**WORK ORDER**
Show all lines containing "main" from the data below.

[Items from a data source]

========================================

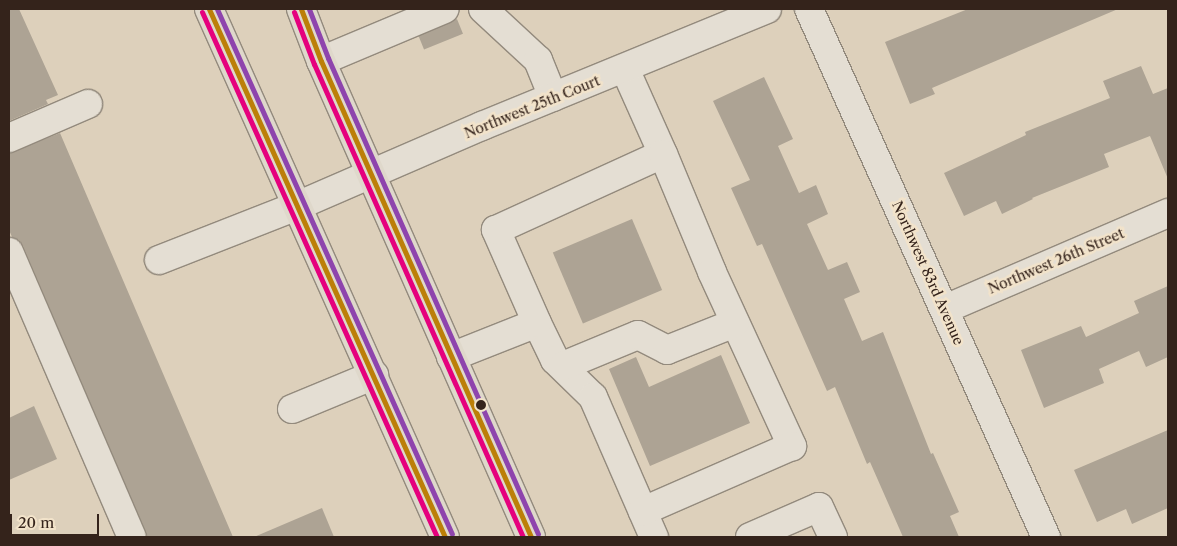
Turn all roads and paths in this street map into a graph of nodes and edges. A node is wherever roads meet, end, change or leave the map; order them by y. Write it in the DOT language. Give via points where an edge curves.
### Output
graph roads {
  1 [pos="208,9"];
  2 [pos="301,9"];
  3 [pos="445,9"];
  4 [pos="483,9"];
  5 [pos="767,9"];
  6 [pos="809,9"];
  7 [pos="321,61"];
  8 [pos="625,69"];
  9 [pos="552,97"];
  10 [pos="88,104"];
  11 [pos="9,138"];
  12 [pos="663,154"];
  13 [pos="372,174"];
  14 [pos="297,206"];
  15 [pos="1168,213"];
  16 [pos="9,252"];
  17 [pos="159,260"];
  18 [pos="945,309"];
  19 [pos="537,323"];
  20 [pos="735,323"];
  21 [pos="451,357"];
  22 [pos="563,366"];
  23 [pos="374,375"];
  24 [pos="292,409"];
  25 [pos="643,511"];
  26 [pos="132,537"];
  27 [pos="445,537"];
  28 [pos="530,537"];
  29 [pos="654,537"];
  30 [pos="750,537"];
  31 [pos="833,537"];
  32 [pos="1046,537"];
  1 -- 14 [label="main road"];
  2 -- 7 [label="main road"];
  3 -- 7 [label="street"];
  4 -- 9 [label="street" via="538,60"];
  5 -- 8 [label="street, Northwest 25th Court"];
  6 -- 18 [label="street, Northwest 83rd Avenue"];
  7 -- 13 [label="main road"];
  8 -- 9 [label="street, Northwest 25th Court"];
  8 -- 12 [label="street"];
  9 -- 13 [label="street, Northwest 25th Court"];
  10 -- 11 [label="street"];
  12 -- 19 [label="street" via="496,230"];
  12 -- 20 [label="street"];
  13 -- 14 [label="street, Northwest 25th Court"];
  13 -- 21 [label="main road"];
  14 -- 17 [label="street, Northwest 25th Court"];
  14 -- 23 [label="main road"];
  15 -- 18 [label="street, Northwest 26th Street"];
  16 -- 26 [label="street"];
  18 -- 32 [label="street, Northwest 83rd Avenue"];
  19 -- 21 [label="street"];
  19 -- 22 [label="street" via="556,360"];
  20 -- 22 [label="street" via="667,350 638,335"];
  20 -- 25 [label="street" via="792,446"];
  21 -- 28 [label="main road"];
  22 -- 25 [label="street" via="593,397"];
  23 -- 24 [label="street"];
  23 -- 27 [label="main road"];
  25 -- 29 [label="street"];
  30 -- 31 [label="street" via="819,508"];
}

========================================

**COMPLETED EXERCISE**
  1 -- 14 [label="main road"];
  2 -- 7 [label="main road"];
  7 -- 13 [label="main road"];
  13 -- 21 [label="main road"];
  14 -- 23 [label="main road"];
  21 -- 28 [label="main road"];
  23 -- 27 [label="main road"];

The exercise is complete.